Cell cycle-related kinases

Abstract

Cyclin proteins are regulatory subunits of a holoenzyme, which together with CDKs, phosphorylate key substrates to modulate cellular physiology and drive cell cycle progression. At least 13 human CDKs have been identified that have different functions that contribute to the appropriate coordination of cell cycle transitions, as well as other processes (e.g. transcription).
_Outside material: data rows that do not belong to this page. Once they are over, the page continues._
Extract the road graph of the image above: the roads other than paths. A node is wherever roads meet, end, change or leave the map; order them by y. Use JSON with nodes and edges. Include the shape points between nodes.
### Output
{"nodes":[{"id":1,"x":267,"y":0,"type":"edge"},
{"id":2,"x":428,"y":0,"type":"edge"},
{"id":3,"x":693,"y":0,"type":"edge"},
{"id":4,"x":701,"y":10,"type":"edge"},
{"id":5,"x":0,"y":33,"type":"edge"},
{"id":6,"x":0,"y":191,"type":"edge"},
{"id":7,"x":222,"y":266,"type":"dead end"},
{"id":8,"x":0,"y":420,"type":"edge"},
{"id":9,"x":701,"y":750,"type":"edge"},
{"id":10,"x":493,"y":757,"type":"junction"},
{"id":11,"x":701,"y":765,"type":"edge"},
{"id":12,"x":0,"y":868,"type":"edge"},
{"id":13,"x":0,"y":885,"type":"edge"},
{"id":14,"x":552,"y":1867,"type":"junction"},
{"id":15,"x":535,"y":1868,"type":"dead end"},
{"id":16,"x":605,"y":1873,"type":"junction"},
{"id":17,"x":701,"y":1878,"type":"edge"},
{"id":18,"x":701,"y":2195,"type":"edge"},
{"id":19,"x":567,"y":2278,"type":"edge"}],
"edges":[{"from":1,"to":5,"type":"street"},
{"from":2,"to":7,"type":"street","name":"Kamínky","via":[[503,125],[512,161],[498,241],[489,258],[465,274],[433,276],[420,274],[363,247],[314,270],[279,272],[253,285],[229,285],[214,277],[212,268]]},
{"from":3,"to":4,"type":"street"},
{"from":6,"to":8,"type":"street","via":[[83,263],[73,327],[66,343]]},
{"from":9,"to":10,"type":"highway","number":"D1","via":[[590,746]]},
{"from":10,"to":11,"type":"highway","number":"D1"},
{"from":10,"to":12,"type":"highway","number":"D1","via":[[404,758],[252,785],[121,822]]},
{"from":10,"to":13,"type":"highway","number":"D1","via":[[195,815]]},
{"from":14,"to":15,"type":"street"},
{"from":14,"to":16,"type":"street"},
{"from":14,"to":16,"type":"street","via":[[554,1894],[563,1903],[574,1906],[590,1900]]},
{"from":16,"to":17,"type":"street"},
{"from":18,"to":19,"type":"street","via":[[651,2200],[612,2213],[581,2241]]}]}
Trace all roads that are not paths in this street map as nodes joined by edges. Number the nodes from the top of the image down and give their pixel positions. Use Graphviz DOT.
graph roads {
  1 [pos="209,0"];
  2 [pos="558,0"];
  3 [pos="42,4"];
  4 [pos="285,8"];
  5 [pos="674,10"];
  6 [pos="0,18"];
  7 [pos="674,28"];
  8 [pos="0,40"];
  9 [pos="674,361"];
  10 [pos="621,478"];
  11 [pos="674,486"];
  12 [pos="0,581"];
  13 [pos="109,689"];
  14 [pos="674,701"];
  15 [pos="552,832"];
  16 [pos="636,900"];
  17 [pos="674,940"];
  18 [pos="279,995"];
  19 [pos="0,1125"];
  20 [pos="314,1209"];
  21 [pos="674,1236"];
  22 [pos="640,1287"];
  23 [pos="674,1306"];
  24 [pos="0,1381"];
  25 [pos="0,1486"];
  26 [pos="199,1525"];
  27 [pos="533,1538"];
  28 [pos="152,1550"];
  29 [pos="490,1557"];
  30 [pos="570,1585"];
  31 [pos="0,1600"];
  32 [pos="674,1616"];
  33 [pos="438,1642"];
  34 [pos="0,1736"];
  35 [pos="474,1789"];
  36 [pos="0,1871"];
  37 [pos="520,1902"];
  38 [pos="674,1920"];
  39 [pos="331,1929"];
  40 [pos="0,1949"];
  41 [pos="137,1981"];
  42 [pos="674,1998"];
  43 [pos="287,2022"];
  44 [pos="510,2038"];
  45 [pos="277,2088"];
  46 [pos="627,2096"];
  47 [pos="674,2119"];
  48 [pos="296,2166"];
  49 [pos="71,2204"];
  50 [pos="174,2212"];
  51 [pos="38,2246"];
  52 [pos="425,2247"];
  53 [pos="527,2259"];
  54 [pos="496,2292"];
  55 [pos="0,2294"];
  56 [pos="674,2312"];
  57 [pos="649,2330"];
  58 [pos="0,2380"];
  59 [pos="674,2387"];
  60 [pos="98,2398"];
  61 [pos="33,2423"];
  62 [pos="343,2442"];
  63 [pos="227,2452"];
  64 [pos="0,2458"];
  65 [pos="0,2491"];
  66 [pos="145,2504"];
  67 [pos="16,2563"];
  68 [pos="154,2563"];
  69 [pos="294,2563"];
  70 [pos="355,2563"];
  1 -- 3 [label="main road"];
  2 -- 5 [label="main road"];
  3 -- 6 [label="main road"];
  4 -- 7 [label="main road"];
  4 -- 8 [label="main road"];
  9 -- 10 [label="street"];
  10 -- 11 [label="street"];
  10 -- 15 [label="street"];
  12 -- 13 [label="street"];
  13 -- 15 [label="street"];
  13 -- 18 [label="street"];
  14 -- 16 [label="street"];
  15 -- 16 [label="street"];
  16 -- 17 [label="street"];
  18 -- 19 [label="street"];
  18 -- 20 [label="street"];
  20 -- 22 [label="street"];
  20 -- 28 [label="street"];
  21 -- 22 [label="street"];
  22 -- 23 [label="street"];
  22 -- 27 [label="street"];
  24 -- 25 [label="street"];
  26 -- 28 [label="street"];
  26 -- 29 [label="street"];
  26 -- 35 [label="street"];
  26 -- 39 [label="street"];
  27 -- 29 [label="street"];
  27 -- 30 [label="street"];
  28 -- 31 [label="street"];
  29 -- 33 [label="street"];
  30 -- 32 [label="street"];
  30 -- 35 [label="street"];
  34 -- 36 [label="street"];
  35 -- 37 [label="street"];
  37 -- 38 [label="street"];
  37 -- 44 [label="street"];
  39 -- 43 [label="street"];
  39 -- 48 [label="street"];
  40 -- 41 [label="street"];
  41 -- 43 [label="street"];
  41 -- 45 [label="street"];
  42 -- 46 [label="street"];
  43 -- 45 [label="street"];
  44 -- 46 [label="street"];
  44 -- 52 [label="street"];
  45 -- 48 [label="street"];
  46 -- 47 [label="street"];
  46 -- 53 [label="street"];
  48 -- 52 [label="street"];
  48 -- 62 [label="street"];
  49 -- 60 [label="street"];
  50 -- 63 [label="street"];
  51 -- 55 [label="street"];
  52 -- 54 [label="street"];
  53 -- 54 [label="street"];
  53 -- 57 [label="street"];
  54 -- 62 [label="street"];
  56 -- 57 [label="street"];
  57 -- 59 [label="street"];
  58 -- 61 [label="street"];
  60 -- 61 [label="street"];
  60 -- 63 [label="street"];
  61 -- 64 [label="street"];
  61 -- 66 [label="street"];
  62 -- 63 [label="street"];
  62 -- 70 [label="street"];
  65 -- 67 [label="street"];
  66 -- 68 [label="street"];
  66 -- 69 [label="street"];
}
For example, cyclin D1 and assembled CDK complexes phosphorylate and inactivate the retinoblastoma protein and thereby promote DNA synthesis (Arnold and Papanikolaou J Clin Oncol 23(18):4215-24, 2005). Cyclin D1 kinases also phosphorylate and inactivate the NRF1 transcription factor, thereby inhibiting mitochondrial biogenesis (Sakamaki T, Casimiro MC, Ju X, Quong AA, Katiyar S, Liu M, et al. Cyclin D1 determines mitochondrial function in vivo. Mol Cell Biol. 2006;26(14):5449-69; Wang C, Li Z, Lu Y, Du R, Katiyar S, Yang J, et al. Cyclin D1 repression of nuclear respiratory factor 1 integrates nuclear DNA synthesis and mitochondrial function. Proc Natl Acad Sci U S A. 2006;103(31):11567-72). Physiological stresses and mitogenic signaling pathways converge on the activity of cyclin CDK complexes to control cell cycle transitions. For example,multiple cyclin CDK complexes are targets of cell cycle checkpoints controlling G1/S and G2/M transitions, thereby protecting the cell from erroneous DNA replication, ensuring the integrity and precision of cellular division (Pestell. Am J Pathol 183(1):3-9, 2013). Conversely, mitogen-mediated passage through the restriction point in G1 is controlled by the cyclin families, the cyclin D family (D1, D2, and D3), and the cyclin E family (E1 and E2). Due to the central role of CDKs in controlling proliferation, they represent important targets for cancer therapy.